Été 1940. France. Dans
l’attente de nouvelles de son mari prisonnier de guerre, Lucile Angellier mène
une existence soumise sous l’œil inquisiteur de sa belle-mère. L’arrivée de
l’armée allemande dans leur village contraint les deux femmes à loger chez elles
le lieutenant Bruno von Falk. Lucile tente de l’éviter mais ne peut bientôt
plus ignorer l’attirance qu’elle éprouve pour l’officier…
Le magnifique livre d’Irène Némirovsky n’aura
malheureusement inspiré qu’un mélodrame sans saveur. Suite Française est un roman paru à titre posthume en 2004 après
que Denise Epstein, fille d’Irène Némirovsky ait découvert dans une malle le manuscrit
qu’elle prenait pour le journal intime de sa mère. Irène Némirovsky avait fuie
avec sa famille sa Russie natale au soir de la Révolution Russe pour s’installer
en France où elle devient un écrivain reconnu dans les années 20 notamment avec
son classique David Golder. Cette
terre d’accueil va pourtant devenir oppressante à son tour avec un
antisémitisme galopant (elle-même ayant un rapport complexe et conflictuel à sa
religion) qui culminera durant l’Occupation. Mise au ban de la société, portant
l’étoile jaune et interdite de publier, Irène Némirovsky se réfugie à la
campagne où elle rédige sa fresque Suite
Française. Elle se raccroche à l’écriture de ce récit ambitieux avec force
manquant parfois de papier et devant le laisser inachevé lorsqu’elle sera
capturée et déporté pour mourir au camp de concentration d’Auschwitz. Le livre
est une fulgurante photographie en deux temps de la France occupée.
D’abord le
chaos de l’exode alors que les allemands approchent, où l’on capture une France
divisée par les conflits de classe avec le portrait de petite gens courageux, d’une
bourgeoisie tenace et accrochée à ses privilèges, d’une jeunesse corrompue. L’humour
le plus mordant se dispute à la tragédie, l’ironie la plus acerbe alterne avec
l’émotion la plus sincère. La seconde partie confrontait cette France divisée
et brisée à l’envahisseur avec la cohabitation entre allemands et français dans
un petit village. Là aussi la description était fort subtile, les allemands n’étant
jamais dépeint comme des tyrans (tous n’étant pas des nazis sanguinaires mais
de simple soldats contraint de suivre les ordres) mais comme un peuple pétri de contradictions
au même titre que les français. La coexistence semble presque possible à
travers quelques visions fraternelles que le contexte de guerre vient balayer,
tout comme l’histoire d’amour entre un officier allemand et une jeune française.

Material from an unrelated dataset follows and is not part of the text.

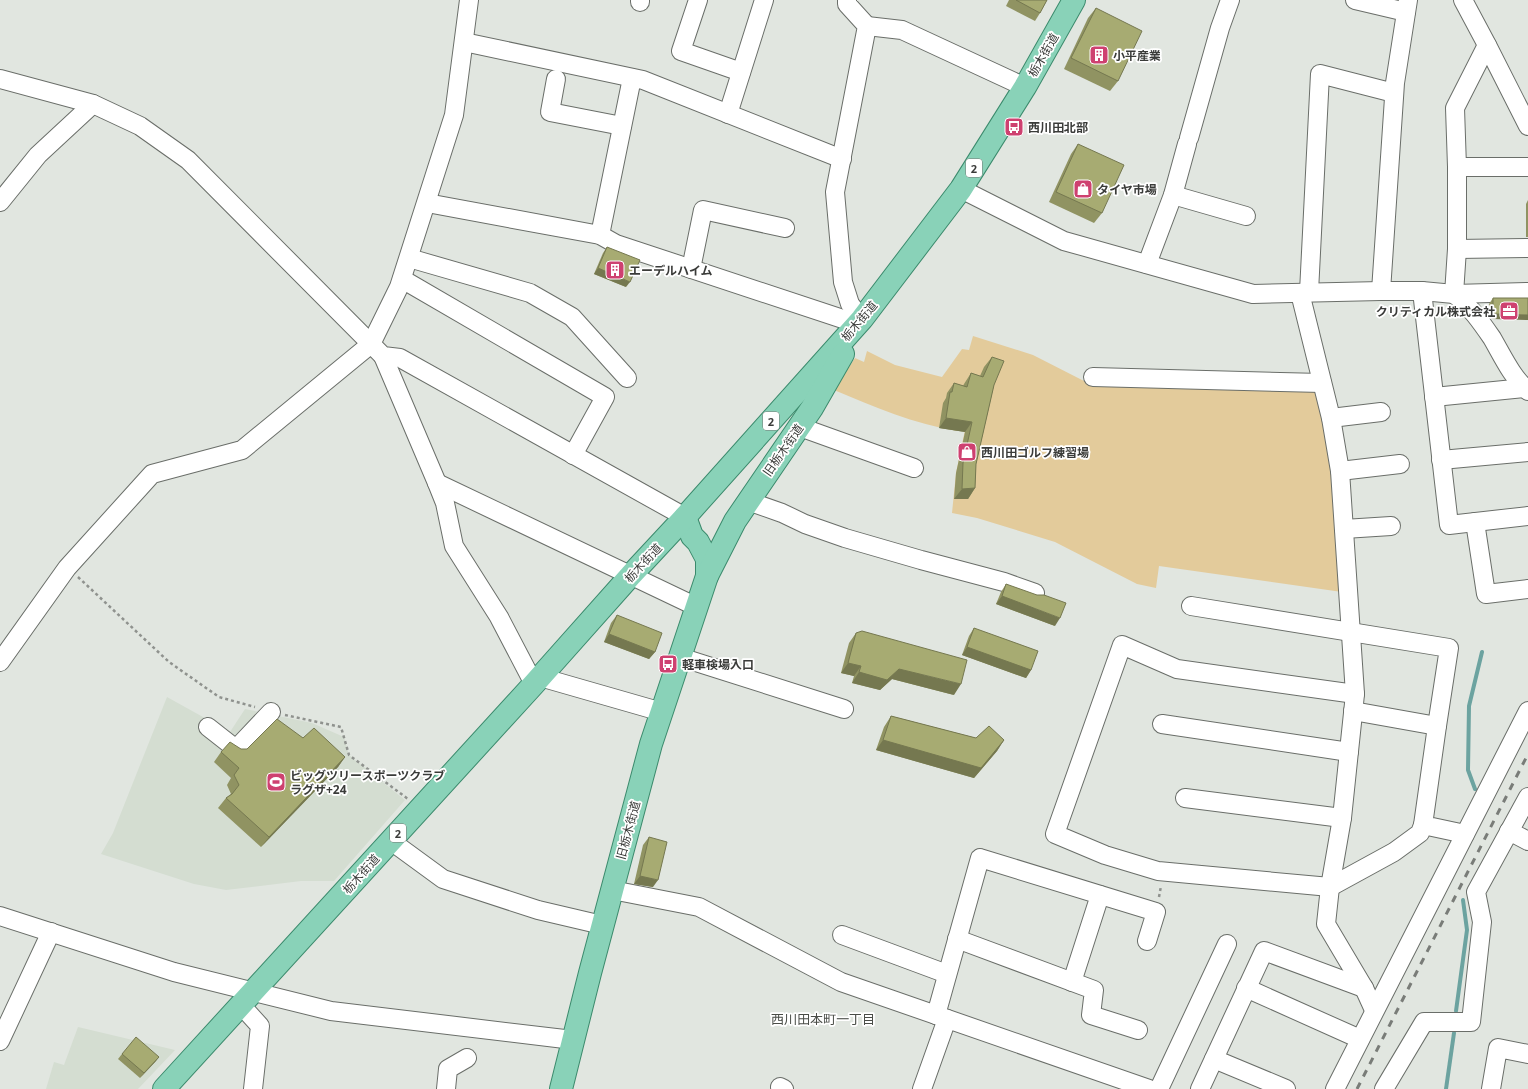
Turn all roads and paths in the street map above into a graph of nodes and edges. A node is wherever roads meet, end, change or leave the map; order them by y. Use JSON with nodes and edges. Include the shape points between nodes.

Tous ces principes seront balayés dans l’adaptation où l’affiche
à l’eau de rose et la bande-annonce sirupeuse laissent déjà craindre le pire.
Déjà le film va au plus simple en ne transposant que la seconde partie et sa
romance tragique. Un travail d’adaptation était bien sûr forcément nécessaire
mais ici il ne consistera qu’à ajouter des éléments de mélo simpliste qui gâche
une trame pourtant assez fidèle au roman. Là où malgré le drame qu’elle vivait
Irène Némirovsky avait évité tout manichéisme, ici on tombe en plein cliché
avec des soldats allemands qui oscillent entre silhouettes anonymes menaçantes
et officier sadiques libidineux. La méfiance, l’amitié naissante et la haine
entre occupant et occupés en reste à une opposition simpliste quand la
curiosité entre deux peuples si différents étaient au cœur du livre –
production internationale oblige tout le monde parle anglais ce qui ôte une
partie de cette différence.
L’histoire d’amour parvient à vaguement maintenir l’intérêt
grâce à l’interprétation convaincante de Michelle Williams et Matthias Schoenaerts mais là aussi le
scénariste à la main lourde en ajouts grossiers : l’amour chaste et
impossible sur papier s’autorise un semblant d’étreinte à l’écran, le soldat
amoureux mais soumis à son devoir s’autorise un sacré écart dans la scène
finale. Même en oubliant la base littéraire malmenée, en tant qu’œuvre romanesque
l’ensemble est d’une grande platitude et académisme. Pas une catastrophe mais
terriblement insipide au vu de la source. Mine de rien, le livre aura été
adapté officieusement –et avant son exhumation - de façon bien plus captivante
avec l’excellent Bon Voyage (2003) qui traitait avec une force dramatique, un
humour, une ironie, une densité narrative impressionnante et un sens du
romanesque tout ce qui n’est qu’effleuré ici.